**Problem**
Filtering the records below, copy only those lines that include the word "hand".

—————

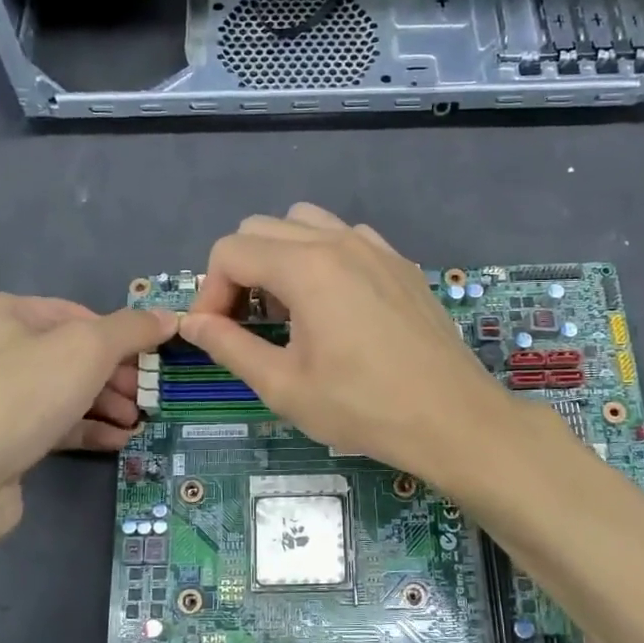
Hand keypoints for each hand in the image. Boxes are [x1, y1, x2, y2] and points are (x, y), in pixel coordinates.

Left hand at [0, 293, 175, 520]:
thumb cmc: (20, 395)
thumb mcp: (86, 350)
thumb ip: (131, 330)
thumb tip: (168, 317)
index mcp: (0, 312)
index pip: (75, 313)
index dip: (118, 335)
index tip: (150, 360)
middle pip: (71, 354)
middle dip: (115, 376)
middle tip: (146, 397)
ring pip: (63, 391)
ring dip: (106, 405)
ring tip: (136, 423)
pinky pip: (51, 424)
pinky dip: (85, 428)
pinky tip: (117, 441)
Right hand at [180, 204, 521, 484]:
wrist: (452, 418)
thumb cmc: (363, 407)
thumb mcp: (284, 386)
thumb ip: (229, 346)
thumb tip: (191, 324)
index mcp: (306, 267)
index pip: (231, 251)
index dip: (210, 292)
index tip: (216, 334)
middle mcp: (339, 241)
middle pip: (262, 229)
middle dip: (240, 272)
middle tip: (246, 325)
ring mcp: (375, 247)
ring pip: (304, 224)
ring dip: (279, 258)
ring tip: (288, 311)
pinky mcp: (399, 263)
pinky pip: (344, 238)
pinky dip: (320, 259)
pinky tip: (333, 308)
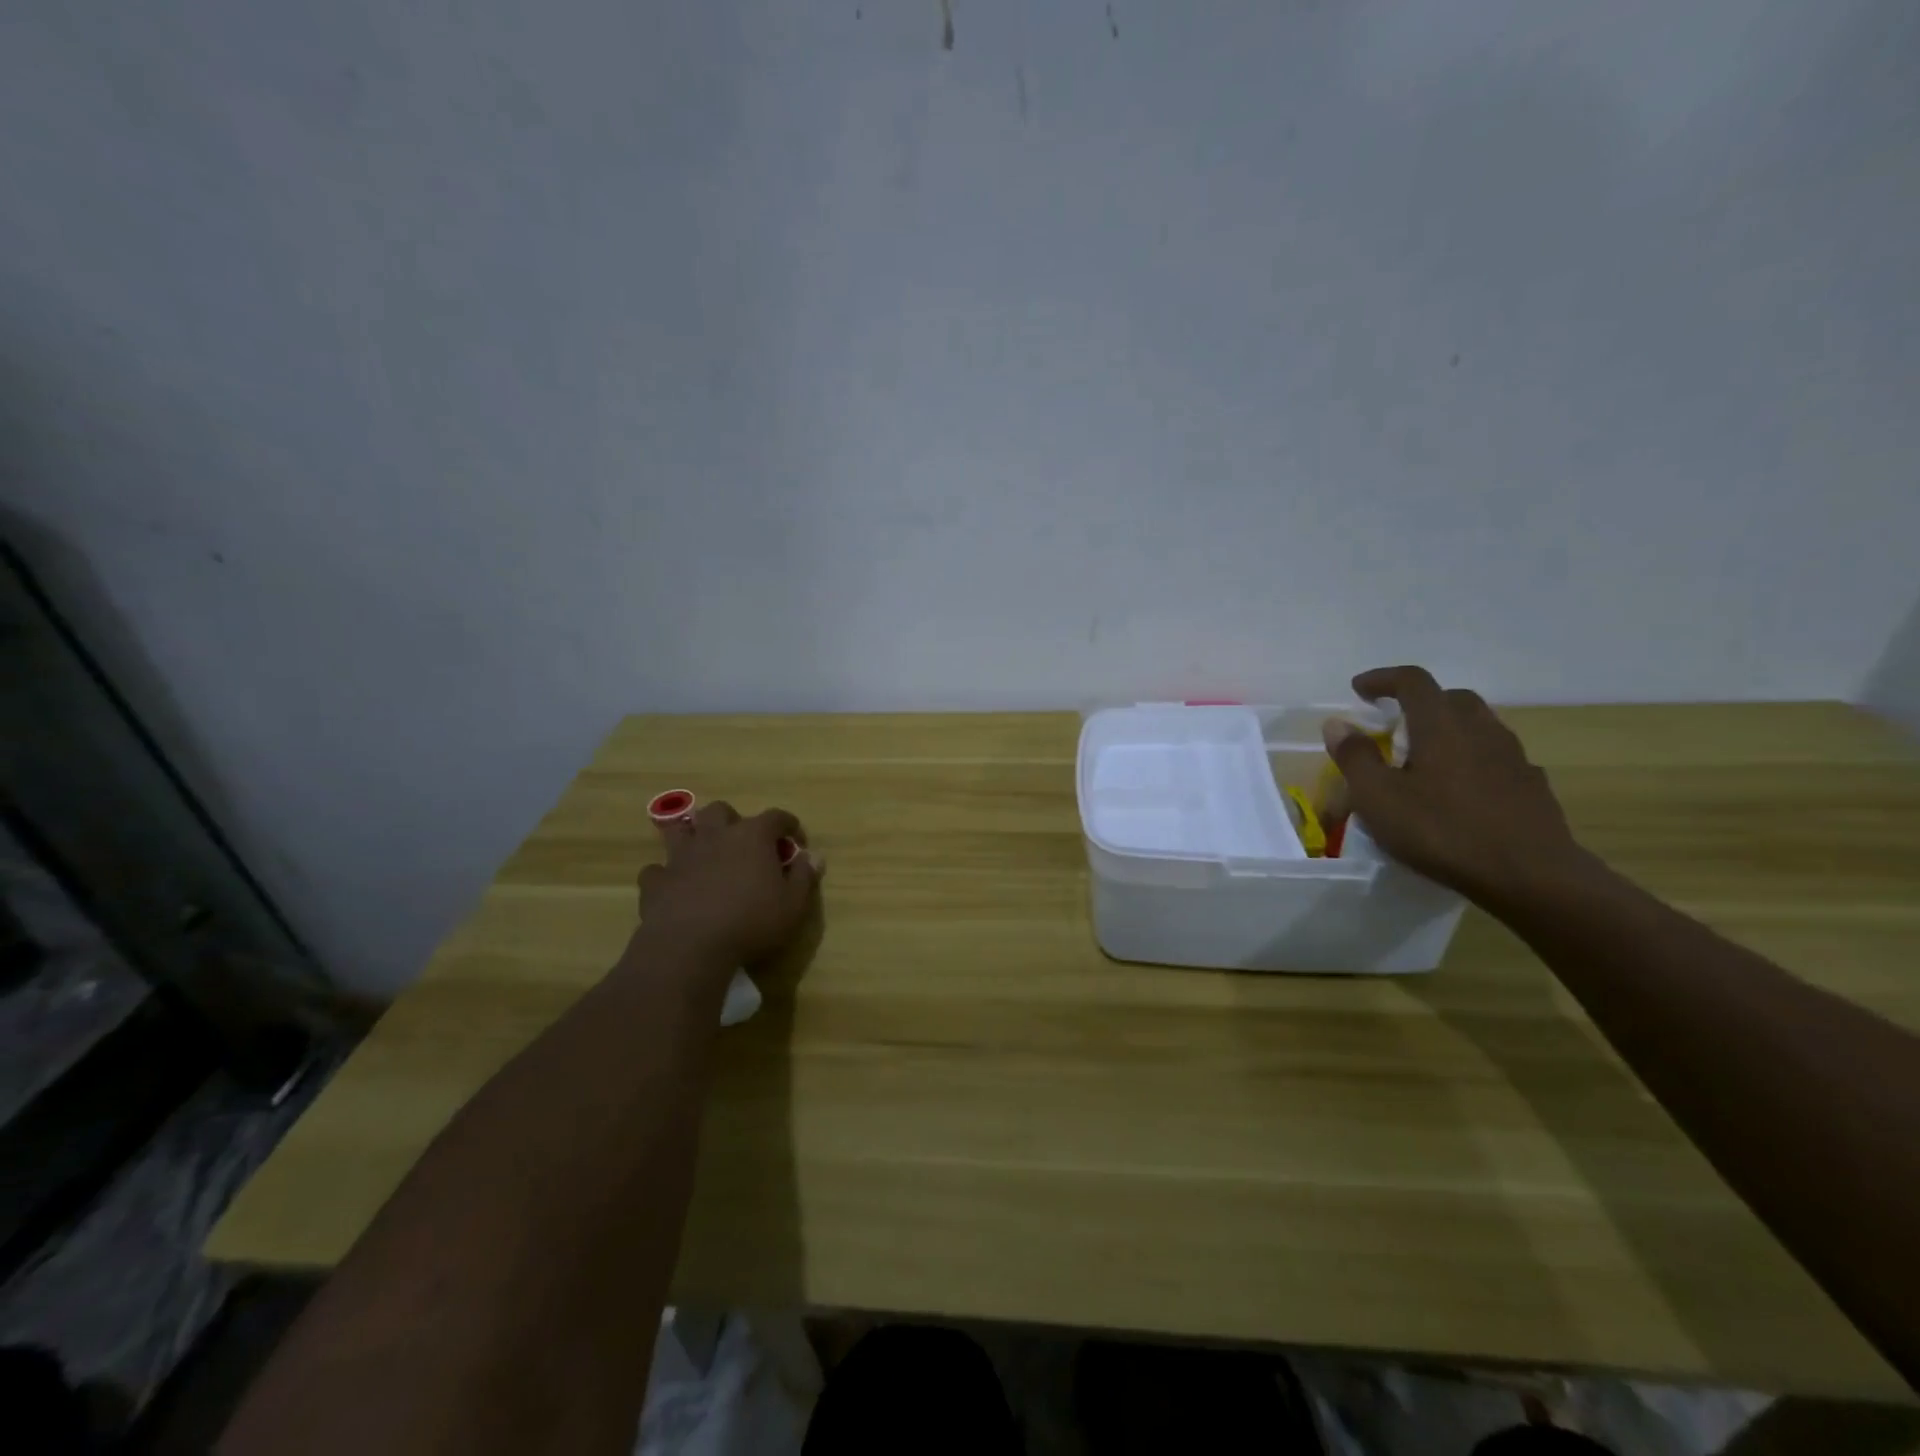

—————

**The completed task**
Hand keypoints for each hand in the image. Boxes are [x1, y1, x2, y2] and points are (x, y), in pixel coordinates.
Left hand at [0, 293, 175, 520]:
Right hand at [180, 204, 521, 484]:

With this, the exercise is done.